What the task asks:
Leaving the pictures aside, repeat each line below exactly.

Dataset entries
- Opening Delimiter -
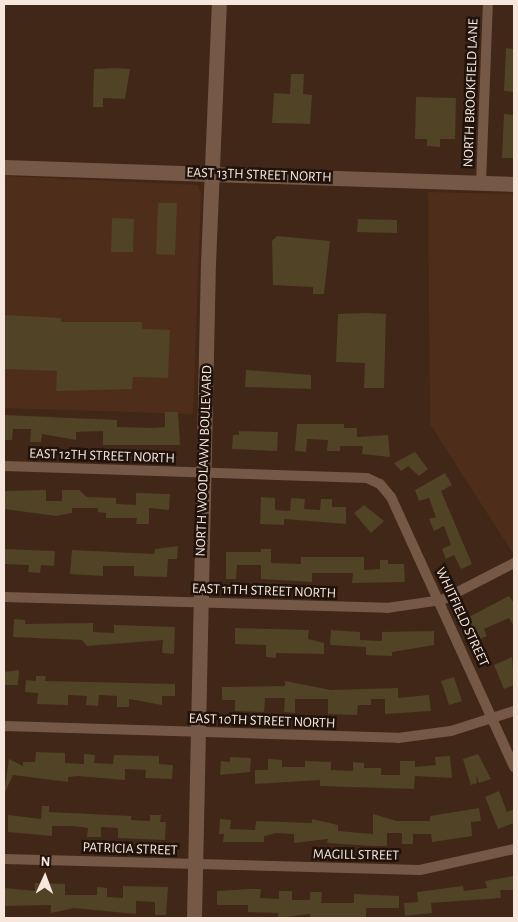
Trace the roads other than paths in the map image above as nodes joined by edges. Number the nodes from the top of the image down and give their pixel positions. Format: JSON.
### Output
{"nodes":[{"id":1,"x":219,"y":4,"type":"edge"},
{"id":2,"x":488,"y":4,"type":"edge"},
{"id":3,"x":4,"y":167,"type":"edge"},
{"id":4,"x":212,"y":173,"type":"junction"},
{"id":5,"x":482,"y":183,"type":"junction"},
{"id":6,"x":514,"y":184,"type":"edge"},
{"id":7,"x":4,"y":466,"type":"edge"},
{"id":8,"x":203,"y":473,"type":"junction"},
{"id":9,"x":378,"y":483,"type":"joint"},
{"id":10,"x":514,"y":563,"type":"edge"},
{"id":11,"x":4,"y":597,"type":"edge"},
{"id":12,"x":439,"y":601,"type":"junction"},
{"id":13,"x":199,"y":603,"type":"junction"},
{"id":14,"x":514,"y":711,"type":"edge"},
{"id":15,"x":494,"y":720,"type":"junction"},
{"id":16,"x":4,"y":726,"type":"edge"},
{"id":17,"x":198,"y":733,"type":"junction"},
{"id":18,"x":514,"y":767,"type":"edge"},
{"id":19,"x":514,"y":849,"type":"edge"},
{"id":20,"x":4,"y":859,"type":"edge"},
{"id":21,"x":195,"y":864,"type":"junction"},
{"id":22,"x":194,"y":918,"type":"edge"}],
"edges":[{"from":1,"to":4,"type":"main road","name":"NORTH WOODLAWN BOULEVARD"},
{"from":2,"to":5,"type":"street","name":"NORTH BROOKFIELD LANE"},
{"from":3,"to":4,"type":"main road","name":"EAST 13TH STREET NORTH"},
{"from":4,"to":5,"type":"main road","name":"EAST 13TH STREET NORTH"},
{"from":4,"to":8,"type":"main road","name":"NORTH WOODLAWN BOULEVARD"},
{"from":5,"to":6,"type":"main road","name":"EAST 13TH STREET NORTH"},
{"from":7,"to":8,"type":"street","name":"EAST 12TH STREET NORTH"},
{"from":8,"to":9,"type":"street","name":"EAST 12TH STREET NORTH"},
{"from":8,"to":13,"type":"main road","name":"NORTH WOODLAWN BOULEVARD"},
{"from":9,"to":12,"type":"street","name":"WHITFIELD STREET"},
{"from":10,"to":12,"type":"street","name":"EAST 11TH STREET NORTH"},
{"from":11,"to":13,"type":"street","name":"EAST 11TH STREET NORTH"},
{"from":12,"to":13,"type":"street","name":"EAST 11TH STREET NORTH"},
{"from":12,"to":15,"type":"street","name":"WHITFIELD STREET"},
{"from":13,"to":17,"type":"main road","name":"NORTH WOODLAWN BOULEVARD"},
{"from":14,"to":15,"type":"street","name":"EAST 10TH STREET NORTH"},
{"from":15,"to":17,"type":"street","name":"EAST 10TH STREET NORTH"},
{"from":15,"to":18,"type":"street","name":"WHITFIELD STREET"},
{"from":16,"to":17,"type":"street","name":"EAST 10TH STREET NORTH"},
{"from":17,"to":21,"type":"main road","name":"NORTH WOODLAWN BOULEVARD"},
{"from":19,"to":21,"type":"street","name":"MAGILL STREET"},
{"from":20,"to":21,"type":"street","name":"PATRICIA STREET"},
{"from":21,"to":22,"type":"main road","name":"NORTH WOODLAWN BOULEVARD"}]}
- Closing Delimiter -
Result:
Trace the roads other than paths in the map image above as nodes joined by edges. Number the nodes from the top of the image down and give their pixel positions. Format: JSON.
### Output
{"nodes":[{"id":1,"x":219,"y":4,"type":"edge"},
{"id":2,"x":488,"y":4,"type":"edge"},
{"id":3,"x":4,"y":167,"type":"edge"},
{"id":4,"x":212,"y":173,"type":"junction"},
{"id":5,"x":482,"y":183,"type":"junction"},
{"id":6,"x":514,"y":184,"type":"edge"},
{"id":7,"x":4,"y":466,"type":"edge"},
{"id":8,"x":203,"y":473,"type":"junction"},
{"id":9,"x":378,"y":483,"type":"joint"},
{"id":10,"x":514,"y":563,"type":"edge"},
{"id":11,"x":4,"y":597,"type":"edge"},
{"id":12,"x":439,"y":601,"type":"junction"},
{"id":13,"x":199,"y":603,"type":"junction"},
{"id":14,"x":514,"y":711,"type":"edge"},
{"id":15,"x":494,"y":720,"type":"junction"},
{"id":16,"x":4,"y":726,"type":"edge"},
{"id":17,"x":198,"y":733,"type":"junction"},
{"id":18,"x":514,"y":767,"type":"edge"},
{"id":19,"x":514,"y":849,"type":"edge"},
{"id":20,"x":4,"y":859,"type":"edge"},
{"id":21,"x":195,"y":864,"type":"junction"},
{"id":22,"x":194,"y":918,"type":"edge"}],
"edges":[{"from":1,"to":4,"type":"main road","name":"NORTH WOODLAWN BOULEVARD"},
{"from":2,"to":5,"type":"street","name":"NORTH BROOKFIELD LANE"},
{"from":3,"to":4,"type":"main road","name":"EAST 13TH STREET NORTH"},
{"from":4,"to":5,"type":"main road","name":"EAST 13TH STREET NORTH"},
{"from":4,"to":8,"type":"main road","name":"NORTH WOODLAWN BOULEVARD"},
{"from":5,"to":6,"type":"main road","name":"EAST 13TH STREET NORTH"},
{"from":7,"to":8,"type":"street","name":"EAST 12TH STREET NORTH"},
{"from":8,"to":9,"type":"street","name":"EAST 12TH STREET NORTH"},
{"from":8,"to":13,"type":"main road","name":"NORTH WOODLAWN BOULEVARD"},
{"from":9,"to":12,"type":"street","name":"WHITFIELD STREET"},
{"from":10,"to":12,"type":"street","name":"EAST 11TH STREET NORTH"},
{"from":11,"to":13,"type":"street","name":"EAST 11TH STREET NORTH"},
{"from":12,"to":13,"type":"street","name":"EAST 11TH STREET NORTH"},
{"from":12,"to":15,"type":"street","name":"WHITFIELD STREET"},
{"from":13,"to":17,"type":"main road","name":"NORTH WOODLAWN BOULEVARD"},
{"from":14,"to":15,"type":"street","name":"EAST 10TH STREET NORTH"},
{"from":15,"to":17,"type":"street","name":"EAST 10TH STREET NORTH"},
{"from":15,"to":18,"type":"street","name":"WHITFIELD STREET"},
{"from":16,"to":17,"type":"street","name":"EAST 10TH STREET NORTH"},
{"from":17,"to":21,"type":"main road","name":"NORTH WOODLAWN BOULEVARD"},
{"from":19,"to":21,"type":"street","name":"MAGILL STREET"},
{"from":20,"to":21,"type":"street","name":"PATRICIA STREET"},
{"from":21,"to":22,"type":"main road","name":"NORTH WOODLAWN BOULEVARD"}]}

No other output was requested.